The answer must be a bare number: the count of lines below that contain "above".

(Source data)
##############################

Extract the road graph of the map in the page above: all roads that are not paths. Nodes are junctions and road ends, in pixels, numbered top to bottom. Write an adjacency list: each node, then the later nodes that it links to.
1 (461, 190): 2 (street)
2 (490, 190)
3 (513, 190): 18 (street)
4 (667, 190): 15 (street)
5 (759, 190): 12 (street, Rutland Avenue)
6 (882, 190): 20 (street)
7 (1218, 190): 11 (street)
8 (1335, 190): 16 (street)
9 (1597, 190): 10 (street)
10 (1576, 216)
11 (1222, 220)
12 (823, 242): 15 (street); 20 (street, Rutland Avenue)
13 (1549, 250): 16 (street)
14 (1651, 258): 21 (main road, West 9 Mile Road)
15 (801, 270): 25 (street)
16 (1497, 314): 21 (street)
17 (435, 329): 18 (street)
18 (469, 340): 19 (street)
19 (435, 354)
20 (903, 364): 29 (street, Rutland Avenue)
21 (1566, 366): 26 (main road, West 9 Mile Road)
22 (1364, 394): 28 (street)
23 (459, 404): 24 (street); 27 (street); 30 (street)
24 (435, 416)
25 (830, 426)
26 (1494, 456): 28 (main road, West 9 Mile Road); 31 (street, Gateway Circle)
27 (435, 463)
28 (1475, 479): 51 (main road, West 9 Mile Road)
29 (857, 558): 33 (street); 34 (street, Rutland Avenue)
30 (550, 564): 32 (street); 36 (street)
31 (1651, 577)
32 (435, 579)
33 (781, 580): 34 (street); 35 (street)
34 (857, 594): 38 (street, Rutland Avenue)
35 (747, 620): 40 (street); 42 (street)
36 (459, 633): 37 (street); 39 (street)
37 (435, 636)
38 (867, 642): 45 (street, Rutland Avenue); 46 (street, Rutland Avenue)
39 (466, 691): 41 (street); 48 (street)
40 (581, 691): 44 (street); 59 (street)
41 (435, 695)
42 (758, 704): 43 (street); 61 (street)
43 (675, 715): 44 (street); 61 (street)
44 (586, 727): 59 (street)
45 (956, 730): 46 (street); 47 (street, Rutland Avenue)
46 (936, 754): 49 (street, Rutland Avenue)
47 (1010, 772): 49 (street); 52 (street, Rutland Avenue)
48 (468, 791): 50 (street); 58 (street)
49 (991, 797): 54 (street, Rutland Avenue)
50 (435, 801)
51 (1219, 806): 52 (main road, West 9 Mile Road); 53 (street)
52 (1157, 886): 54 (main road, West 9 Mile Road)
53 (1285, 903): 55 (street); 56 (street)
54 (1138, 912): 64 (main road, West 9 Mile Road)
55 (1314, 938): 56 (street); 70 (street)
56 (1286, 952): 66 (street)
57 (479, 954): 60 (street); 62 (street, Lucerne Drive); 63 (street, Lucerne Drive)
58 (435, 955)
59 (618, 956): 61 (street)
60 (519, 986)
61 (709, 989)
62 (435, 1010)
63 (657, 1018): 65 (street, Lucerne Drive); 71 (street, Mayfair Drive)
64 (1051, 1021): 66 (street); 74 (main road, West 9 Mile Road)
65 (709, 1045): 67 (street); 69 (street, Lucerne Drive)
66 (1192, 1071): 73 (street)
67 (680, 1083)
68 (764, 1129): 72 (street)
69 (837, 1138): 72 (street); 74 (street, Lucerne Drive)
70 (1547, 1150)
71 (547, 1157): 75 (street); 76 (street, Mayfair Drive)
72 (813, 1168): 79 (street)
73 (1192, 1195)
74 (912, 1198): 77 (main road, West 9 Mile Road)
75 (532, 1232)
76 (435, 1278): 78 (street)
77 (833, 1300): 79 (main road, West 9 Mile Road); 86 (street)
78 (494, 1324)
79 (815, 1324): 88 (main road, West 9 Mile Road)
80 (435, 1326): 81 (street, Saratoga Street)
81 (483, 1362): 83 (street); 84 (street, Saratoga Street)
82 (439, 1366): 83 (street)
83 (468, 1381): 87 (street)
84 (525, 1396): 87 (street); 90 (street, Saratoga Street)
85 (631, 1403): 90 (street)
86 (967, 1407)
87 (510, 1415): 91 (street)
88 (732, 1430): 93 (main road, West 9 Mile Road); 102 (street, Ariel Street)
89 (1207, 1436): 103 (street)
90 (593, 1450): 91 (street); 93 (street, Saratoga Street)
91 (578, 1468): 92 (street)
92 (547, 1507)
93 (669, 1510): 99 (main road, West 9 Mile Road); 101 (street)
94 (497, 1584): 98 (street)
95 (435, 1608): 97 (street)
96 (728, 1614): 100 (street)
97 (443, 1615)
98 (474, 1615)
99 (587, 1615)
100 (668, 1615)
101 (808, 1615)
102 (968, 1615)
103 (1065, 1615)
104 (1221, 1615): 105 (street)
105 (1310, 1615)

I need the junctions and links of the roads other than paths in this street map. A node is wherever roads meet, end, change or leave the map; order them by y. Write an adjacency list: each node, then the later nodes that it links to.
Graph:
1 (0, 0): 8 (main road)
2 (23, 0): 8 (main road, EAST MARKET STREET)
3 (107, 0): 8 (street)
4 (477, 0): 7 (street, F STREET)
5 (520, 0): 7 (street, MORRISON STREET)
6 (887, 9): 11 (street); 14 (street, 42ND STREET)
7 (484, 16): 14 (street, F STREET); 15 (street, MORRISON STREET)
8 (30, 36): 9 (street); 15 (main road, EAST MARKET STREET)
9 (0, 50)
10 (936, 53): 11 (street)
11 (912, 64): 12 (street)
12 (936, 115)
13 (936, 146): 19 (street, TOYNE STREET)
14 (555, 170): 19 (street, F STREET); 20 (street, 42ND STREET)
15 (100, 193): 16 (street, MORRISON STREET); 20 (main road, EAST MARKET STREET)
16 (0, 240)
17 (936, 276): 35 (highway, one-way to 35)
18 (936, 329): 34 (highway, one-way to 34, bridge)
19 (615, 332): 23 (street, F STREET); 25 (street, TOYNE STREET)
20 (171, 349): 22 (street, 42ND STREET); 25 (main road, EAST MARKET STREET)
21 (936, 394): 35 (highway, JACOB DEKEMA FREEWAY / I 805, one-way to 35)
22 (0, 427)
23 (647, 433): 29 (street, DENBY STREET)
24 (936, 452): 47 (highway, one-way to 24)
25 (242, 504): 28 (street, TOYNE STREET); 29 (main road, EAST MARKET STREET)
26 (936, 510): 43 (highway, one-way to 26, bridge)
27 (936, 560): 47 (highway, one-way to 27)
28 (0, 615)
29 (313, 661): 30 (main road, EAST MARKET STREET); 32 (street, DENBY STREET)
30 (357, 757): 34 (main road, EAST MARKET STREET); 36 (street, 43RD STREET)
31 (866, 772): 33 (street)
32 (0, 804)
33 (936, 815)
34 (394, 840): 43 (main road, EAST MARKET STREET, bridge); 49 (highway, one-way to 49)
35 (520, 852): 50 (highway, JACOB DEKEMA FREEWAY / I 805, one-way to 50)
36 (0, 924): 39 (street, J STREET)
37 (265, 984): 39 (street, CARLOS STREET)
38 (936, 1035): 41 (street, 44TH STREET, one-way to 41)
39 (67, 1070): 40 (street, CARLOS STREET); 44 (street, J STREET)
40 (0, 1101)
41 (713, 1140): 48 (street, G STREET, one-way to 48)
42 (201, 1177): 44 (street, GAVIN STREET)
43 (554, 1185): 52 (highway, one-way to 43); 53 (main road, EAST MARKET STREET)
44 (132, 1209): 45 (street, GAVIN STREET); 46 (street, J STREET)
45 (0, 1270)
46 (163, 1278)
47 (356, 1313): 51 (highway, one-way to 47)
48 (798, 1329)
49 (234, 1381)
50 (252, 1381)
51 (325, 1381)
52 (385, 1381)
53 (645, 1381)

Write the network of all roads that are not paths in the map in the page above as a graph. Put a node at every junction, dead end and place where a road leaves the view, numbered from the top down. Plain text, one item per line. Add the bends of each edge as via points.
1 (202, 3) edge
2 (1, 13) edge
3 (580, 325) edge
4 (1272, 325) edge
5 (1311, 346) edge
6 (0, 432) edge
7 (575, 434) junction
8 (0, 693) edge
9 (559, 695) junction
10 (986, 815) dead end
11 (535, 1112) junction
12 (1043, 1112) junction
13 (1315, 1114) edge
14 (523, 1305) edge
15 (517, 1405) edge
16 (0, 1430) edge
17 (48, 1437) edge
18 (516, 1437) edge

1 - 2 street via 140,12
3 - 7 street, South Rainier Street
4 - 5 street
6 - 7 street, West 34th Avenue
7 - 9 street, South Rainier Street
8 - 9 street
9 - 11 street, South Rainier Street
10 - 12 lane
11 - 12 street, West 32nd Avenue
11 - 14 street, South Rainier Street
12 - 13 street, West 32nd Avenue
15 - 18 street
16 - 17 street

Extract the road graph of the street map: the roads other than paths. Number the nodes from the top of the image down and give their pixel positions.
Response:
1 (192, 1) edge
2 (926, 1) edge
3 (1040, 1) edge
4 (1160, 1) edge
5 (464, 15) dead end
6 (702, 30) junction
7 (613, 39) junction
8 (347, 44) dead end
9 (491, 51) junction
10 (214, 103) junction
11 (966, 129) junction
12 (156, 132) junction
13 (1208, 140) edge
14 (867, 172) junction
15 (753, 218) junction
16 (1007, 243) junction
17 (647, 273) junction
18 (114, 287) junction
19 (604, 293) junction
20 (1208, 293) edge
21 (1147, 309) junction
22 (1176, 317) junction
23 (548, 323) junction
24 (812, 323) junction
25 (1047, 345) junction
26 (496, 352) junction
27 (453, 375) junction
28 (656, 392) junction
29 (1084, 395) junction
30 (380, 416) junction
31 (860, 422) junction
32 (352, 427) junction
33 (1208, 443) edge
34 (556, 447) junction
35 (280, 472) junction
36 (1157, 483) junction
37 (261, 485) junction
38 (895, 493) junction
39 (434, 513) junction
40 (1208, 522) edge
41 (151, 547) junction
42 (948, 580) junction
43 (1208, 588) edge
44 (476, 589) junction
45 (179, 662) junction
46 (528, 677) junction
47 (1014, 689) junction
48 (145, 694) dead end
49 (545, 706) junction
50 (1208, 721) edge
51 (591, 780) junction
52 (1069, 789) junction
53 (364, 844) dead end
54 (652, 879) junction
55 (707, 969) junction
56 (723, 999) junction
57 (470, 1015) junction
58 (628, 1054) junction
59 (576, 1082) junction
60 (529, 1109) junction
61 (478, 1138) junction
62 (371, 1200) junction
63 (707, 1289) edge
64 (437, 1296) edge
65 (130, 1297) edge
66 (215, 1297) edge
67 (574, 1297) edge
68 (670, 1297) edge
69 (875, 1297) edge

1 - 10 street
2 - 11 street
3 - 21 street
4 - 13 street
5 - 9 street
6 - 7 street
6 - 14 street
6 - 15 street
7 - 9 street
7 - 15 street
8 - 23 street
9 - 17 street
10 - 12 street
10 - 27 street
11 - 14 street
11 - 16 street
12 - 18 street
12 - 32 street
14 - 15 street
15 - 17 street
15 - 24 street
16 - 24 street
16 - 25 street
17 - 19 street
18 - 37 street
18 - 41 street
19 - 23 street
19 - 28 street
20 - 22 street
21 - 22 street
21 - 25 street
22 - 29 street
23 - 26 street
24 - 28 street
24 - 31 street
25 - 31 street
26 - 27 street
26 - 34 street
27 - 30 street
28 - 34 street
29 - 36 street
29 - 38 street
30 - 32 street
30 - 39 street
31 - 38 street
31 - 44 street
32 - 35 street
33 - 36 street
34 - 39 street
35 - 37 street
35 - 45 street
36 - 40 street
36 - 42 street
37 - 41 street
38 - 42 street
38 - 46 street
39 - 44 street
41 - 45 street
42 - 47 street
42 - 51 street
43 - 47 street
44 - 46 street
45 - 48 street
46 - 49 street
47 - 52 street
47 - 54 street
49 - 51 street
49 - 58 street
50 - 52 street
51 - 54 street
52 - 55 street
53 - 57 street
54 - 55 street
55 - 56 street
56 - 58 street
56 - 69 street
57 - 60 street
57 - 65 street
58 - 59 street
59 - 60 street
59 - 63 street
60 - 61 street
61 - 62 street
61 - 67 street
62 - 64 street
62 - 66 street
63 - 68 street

##############################

**Solution to this problem**
2